▶ _TASK ITEM_
Reproduce the entries exactly, but keep the pictures out of the copy.

▶ _DATA PROVIDED_
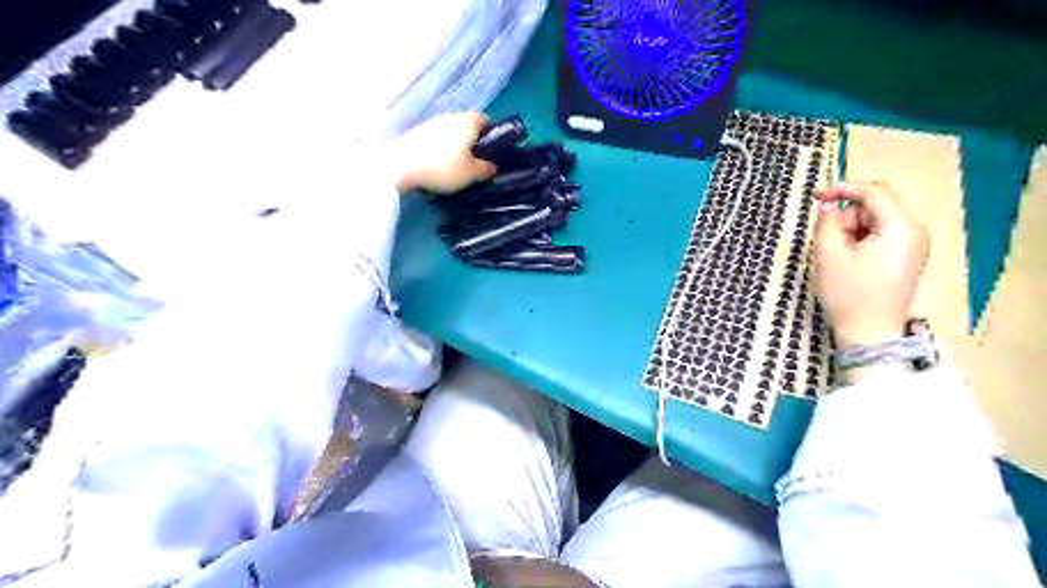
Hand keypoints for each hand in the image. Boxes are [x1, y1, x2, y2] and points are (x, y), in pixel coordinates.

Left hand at [384, 112, 497, 194]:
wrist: (399, 167)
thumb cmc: (443, 168)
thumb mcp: (472, 174)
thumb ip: (486, 169)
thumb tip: (492, 166)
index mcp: (468, 121)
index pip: (486, 121)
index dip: (492, 135)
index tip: (493, 151)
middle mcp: (450, 116)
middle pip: (467, 126)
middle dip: (473, 142)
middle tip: (476, 163)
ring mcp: (431, 123)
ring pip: (450, 133)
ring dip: (455, 147)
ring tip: (456, 168)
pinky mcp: (416, 134)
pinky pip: (436, 141)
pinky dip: (440, 151)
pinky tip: (438, 168)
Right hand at [813, 182, 926, 347]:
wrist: (869, 334)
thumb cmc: (849, 294)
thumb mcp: (829, 255)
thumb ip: (826, 223)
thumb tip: (828, 205)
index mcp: (901, 228)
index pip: (874, 192)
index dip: (842, 189)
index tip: (815, 197)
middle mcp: (914, 232)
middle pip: (874, 207)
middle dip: (846, 219)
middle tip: (829, 244)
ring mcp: (913, 246)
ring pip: (874, 222)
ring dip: (850, 232)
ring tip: (838, 258)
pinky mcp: (905, 258)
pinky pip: (879, 236)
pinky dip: (859, 242)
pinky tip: (848, 263)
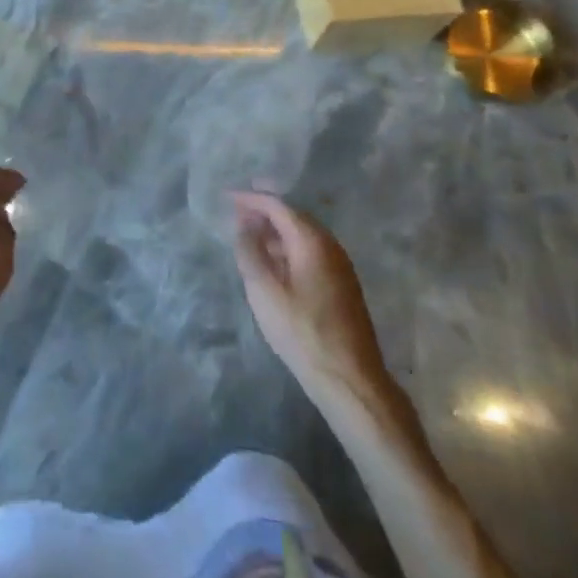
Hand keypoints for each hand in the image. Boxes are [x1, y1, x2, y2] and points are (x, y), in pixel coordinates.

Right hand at [232, 191, 389, 400]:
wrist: (350, 380)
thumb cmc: (302, 331)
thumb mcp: (264, 291)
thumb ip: (250, 252)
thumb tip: (244, 226)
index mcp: (312, 240)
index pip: (277, 205)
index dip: (251, 198)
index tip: (227, 197)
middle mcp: (330, 244)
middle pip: (292, 216)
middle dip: (264, 212)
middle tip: (237, 214)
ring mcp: (340, 265)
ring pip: (302, 236)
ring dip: (275, 232)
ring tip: (250, 238)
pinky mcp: (342, 286)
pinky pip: (310, 253)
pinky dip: (288, 249)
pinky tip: (274, 265)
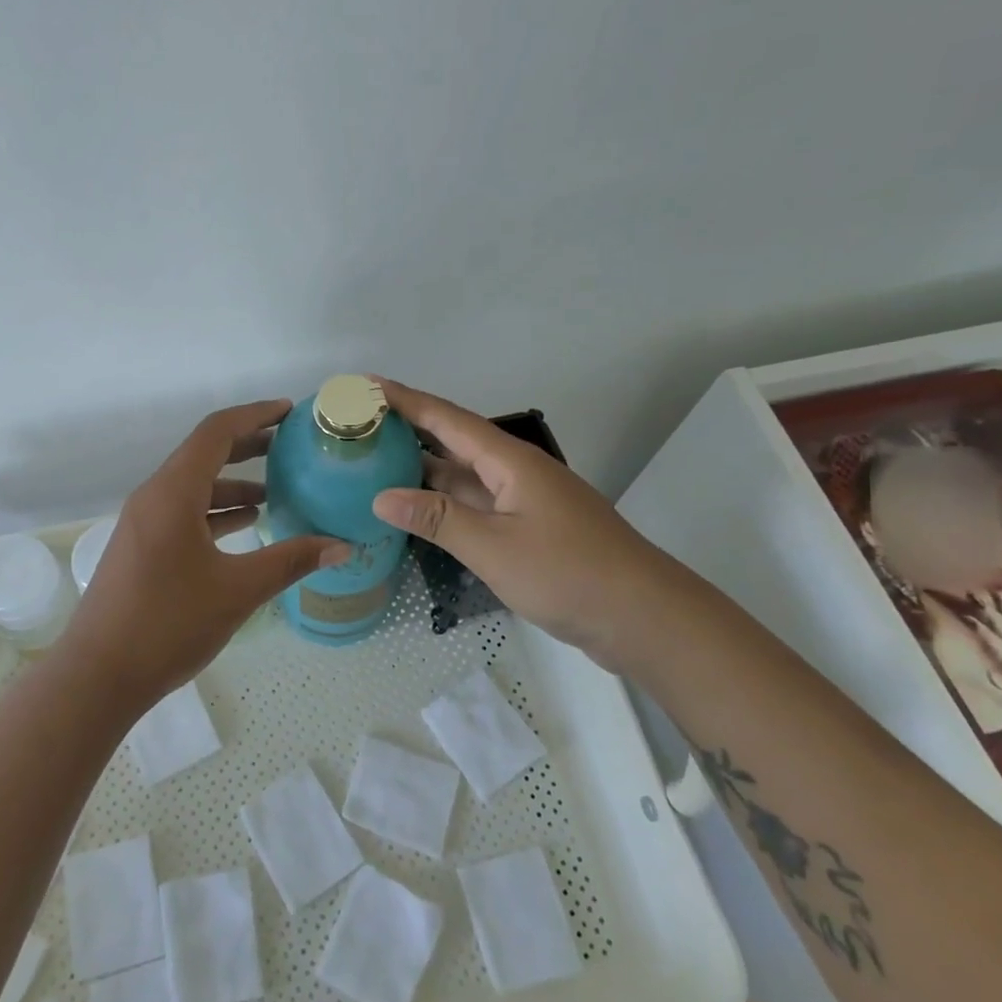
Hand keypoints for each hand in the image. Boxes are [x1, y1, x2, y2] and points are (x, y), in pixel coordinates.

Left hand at [58, 399, 348, 709]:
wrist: (98, 675)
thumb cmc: (168, 624)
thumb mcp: (238, 590)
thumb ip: (291, 561)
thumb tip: (342, 546)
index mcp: (173, 493)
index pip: (216, 432)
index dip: (255, 415)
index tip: (289, 413)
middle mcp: (154, 497)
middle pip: (204, 454)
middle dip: (248, 446)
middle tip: (290, 447)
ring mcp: (143, 523)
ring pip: (193, 486)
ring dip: (233, 484)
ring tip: (276, 493)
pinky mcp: (141, 547)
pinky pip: (182, 512)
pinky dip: (215, 511)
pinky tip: (245, 527)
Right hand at [370, 378, 672, 656]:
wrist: (642, 616)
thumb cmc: (568, 573)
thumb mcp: (494, 547)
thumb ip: (438, 519)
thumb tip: (380, 496)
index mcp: (509, 462)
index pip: (447, 419)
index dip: (406, 400)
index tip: (365, 385)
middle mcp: (514, 472)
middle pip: (453, 441)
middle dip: (408, 429)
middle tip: (359, 426)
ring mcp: (523, 501)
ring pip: (464, 475)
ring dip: (423, 467)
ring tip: (375, 462)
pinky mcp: (528, 529)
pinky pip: (476, 504)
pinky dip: (444, 503)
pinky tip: (419, 510)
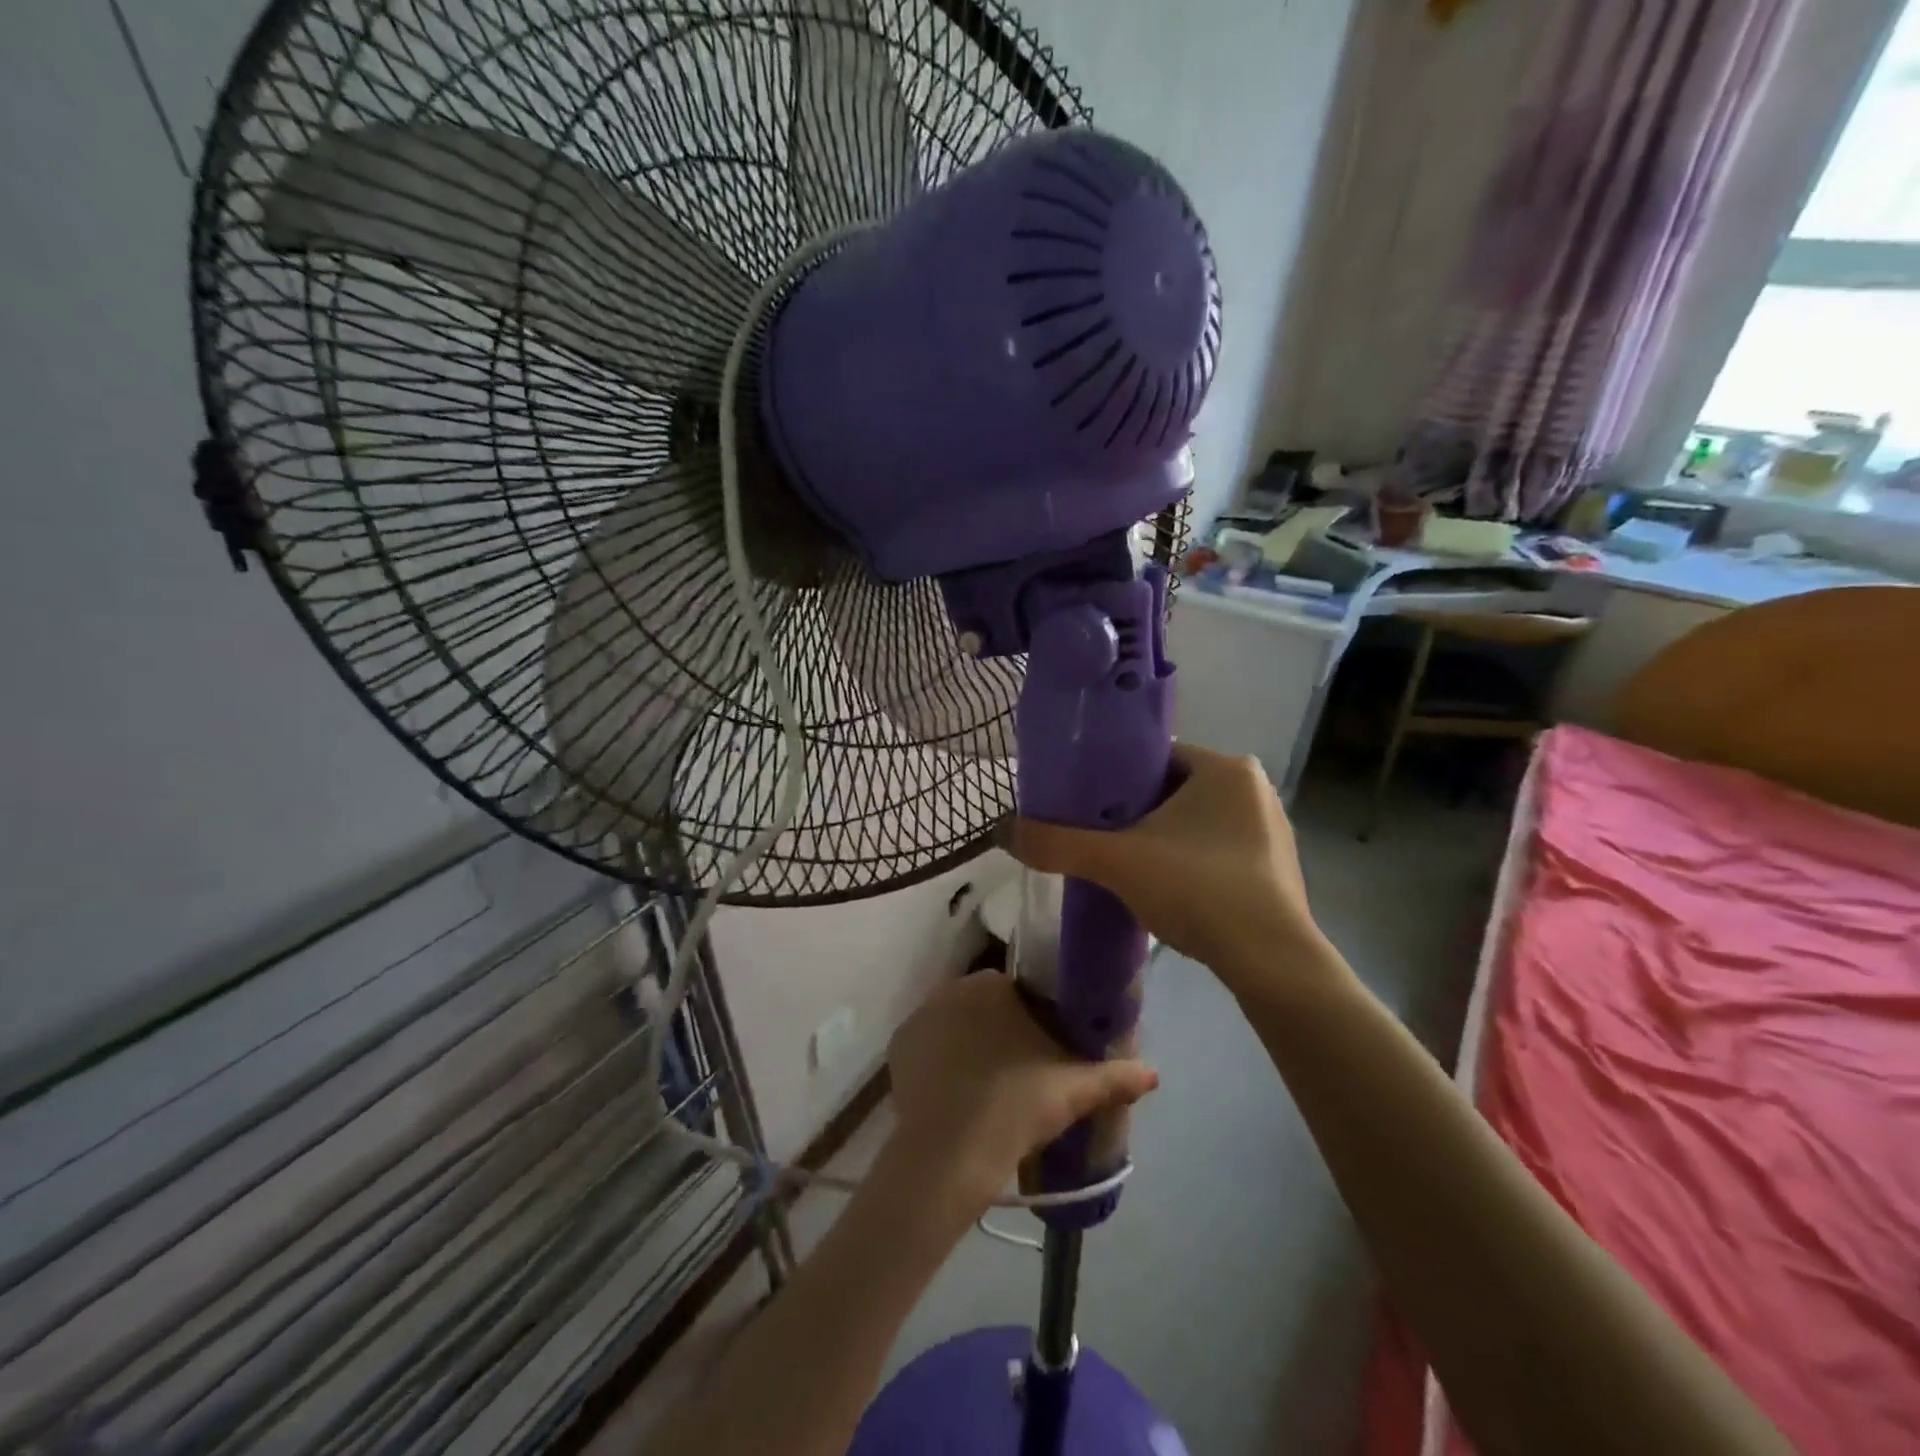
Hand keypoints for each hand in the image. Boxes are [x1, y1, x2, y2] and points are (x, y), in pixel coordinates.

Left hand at [886, 973, 1157, 1212]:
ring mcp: (921, 1015)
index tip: (1044, 1049)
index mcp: (994, 985)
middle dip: (1001, 1028)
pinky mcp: (899, 1045)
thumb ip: (1115, 1077)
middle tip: (1020, 1071)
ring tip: (987, 1085)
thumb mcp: (1072, 1091)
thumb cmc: (1016, 1106)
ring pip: (956, 1023)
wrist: (950, 1153)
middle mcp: (953, 988)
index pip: (1020, 991)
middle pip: (986, 1005)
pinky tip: (955, 1091)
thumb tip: (1154, 1073)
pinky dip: (940, 1060)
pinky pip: (928, 1044)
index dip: (1035, 1018)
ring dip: (970, 1042)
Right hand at [1011, 744, 1328, 997]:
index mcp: (1225, 767)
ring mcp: (1272, 830)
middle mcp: (1254, 789)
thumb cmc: (1197, 889)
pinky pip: (1219, 852)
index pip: (1154, 758)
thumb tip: (1001, 831)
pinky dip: (1190, 864)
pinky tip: (1168, 892)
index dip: (1113, 780)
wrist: (1271, 963)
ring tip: (1127, 867)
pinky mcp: (1278, 869)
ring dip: (1162, 841)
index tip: (1085, 806)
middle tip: (1099, 839)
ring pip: (1196, 824)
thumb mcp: (1115, 862)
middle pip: (1173, 790)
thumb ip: (1056, 843)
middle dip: (1135, 814)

▶ _RESPONSE AREA_
Hand keypoints for each hand in the image. Boxes are [x1, y1, x2, y2] and points are (x, y), in pixel coordinates.

Left hand at [384, 112, 497, 194]:
wrist: (399, 167)
thumb cmc: (443, 168)
thumb mcp: (472, 174)
thumb ip: (486, 169)
thumb tip: (492, 166)
index mcp: (468, 121)
index pip: (486, 121)
index dip: (492, 135)
index tip: (493, 151)
middle mcp: (450, 116)
middle pip: (467, 126)
middle dip: (473, 142)
middle tip: (476, 163)
ring mcp: (431, 123)
ring pip: (450, 133)
ring dip: (455, 147)
ring tip: (456, 168)
pinky mcp: (416, 134)
pinky pip: (436, 141)
pinky dip: (440, 151)
pinky tip: (438, 168)
Right hand at [813, 182, 926, 347]:
wrist: (869, 334)
thumb cmc: (849, 294)
thumb mcp: (829, 255)
thumb ip: (826, 223)
thumb tip: (828, 205)
index mcp: (901, 228)
index pip: (874, 192)
index dip: (842, 189)
index tip: (815, 197)
middle mcp: (914, 232)
middle pip: (874, 207)
middle dip: (846, 219)
middle tip: (829, 244)
ring mcp: (913, 246)
ring pip: (874, 222)
ring dip: (850, 232)
ring tip: (838, 258)
pinky mcp: (905, 258)
pinky pip: (879, 236)
pinky dip: (859, 242)
pinky tip: (848, 263)
Hand keypoints for each hand in the image. Boxes are [x1, y1, x2, y2] and points are (x, y), in pixel coordinates.

Right hand at [232, 191, 389, 400]:
wrist: (350, 380)
thumb cmc: (302, 331)
thumb mcp: (264, 291)
thumb ip: (250, 252)
thumb tip: (244, 226)
index mcp: (312, 240)
index pip: (277, 205)
index dip: (251, 198)
index tip: (227, 197)
middle mcp: (330, 244)
middle pip: (292, 216)
middle dip: (264, 212)
middle tip: (237, 214)
ring mcp: (340, 265)
ring pip: (302, 236)
ring dip: (275, 232)
ring tip: (250, 238)
pinky mcp: (342, 286)
pinky pip: (310, 253)
pinky dip: (288, 249)
pinky tip: (274, 265)
Hand keypoints for each hand in the image. Boxes are [x1, y1, x2, y2] and points are (x, y), in pixel coordinates.

Left hand at [58, 399, 348, 709]:
wrist: (98, 675)
thumb cmc: (168, 624)
thumb mcp: (238, 590)
thumb ip: (291, 561)
thumb tip: (342, 546)
index mcp: (173, 493)
index pip: (216, 432)
index dip: (255, 415)
index tip: (289, 413)
middle mcp: (154, 497)
middle pip: (204, 454)
middle dip: (248, 446)
middle tip: (290, 447)
ring mcp: (143, 523)
ring pip: (193, 486)
ring dip: (233, 484)
ring tip: (276, 493)
pinky mcp: (141, 547)
pinky pip: (182, 512)
pinky dip: (215, 511)
pinky tip: (245, 527)
Right hand at [370, 378, 672, 656]:
wrist: (642, 616)
thumb cmc: (568, 573)
thumb mcp: (494, 547)
thumb ip: (438, 519)
thumb tip: (380, 496)
index mcp: (509, 462)
index pip: (447, 419)
index dip: (406, 400)
index tip: (365, 385)
middle mcp: (514, 472)
middle pip: (453, 441)
middle dip: (408, 429)
middle tip: (359, 426)
ring mcp: (523, 501)
ring pip: (464, 475)
ring dip: (423, 467)
ring tip: (375, 462)
pinky mcp: (528, 529)
pinky pip: (476, 504)
pinky dip: (444, 503)
pinky tip: (419, 510)
Hand keypoints for each hand in the image. Boxes are [x1, y1, x2, y2] and points are (x, y), in pixel coordinates.

Left hand at [886, 973, 1157, 1212]:
ring mcp: (921, 1015)
index tip: (1044, 1049)
index mcp: (994, 985)
middle dip: (1001, 1028)
pinky mcp: (899, 1045)
thumb ip: (1115, 1077)
middle tip: (1020, 1071)
ring tip: (987, 1085)
thumb mcp: (1072, 1091)
thumb cmc: (1016, 1106)
ring pip: (956, 1023)
wrist: (950, 1153)
middle mcp: (953, 988)
index pip: (1020, 991)
middle pip: (986, 1005)
pinky tip: (955, 1091)
thumb tip: (1154, 1073)
pinky dip: (940, 1060)
pinky pip: (928, 1044)
index dip: (1035, 1018)
ring dip: (970, 1042)
Right hand at [1011, 744, 1328, 997]:
index mcp: (1225, 767)
ring mcp: (1272, 830)
middle mcp: (1254, 789)
thumb cmc: (1197, 889)
pinky pip: (1219, 852)
index pip: (1154, 758)
thumb tip: (1001, 831)
pinky dip: (1190, 864)
pinky tip: (1168, 892)
index dip: (1113, 780)
wrist: (1271, 963)
ring tip: (1127, 867)
pinky mcp: (1278, 869)
ring dip: (1162, 841)
index tip: (1085, 806)
middle tip: (1099, 839)
ring pip: (1196, 824)
thumb mcp: (1115, 862)
middle pip: (1173, 790)
thumb ip: (1056, 843)
middle dip: (1135, 814)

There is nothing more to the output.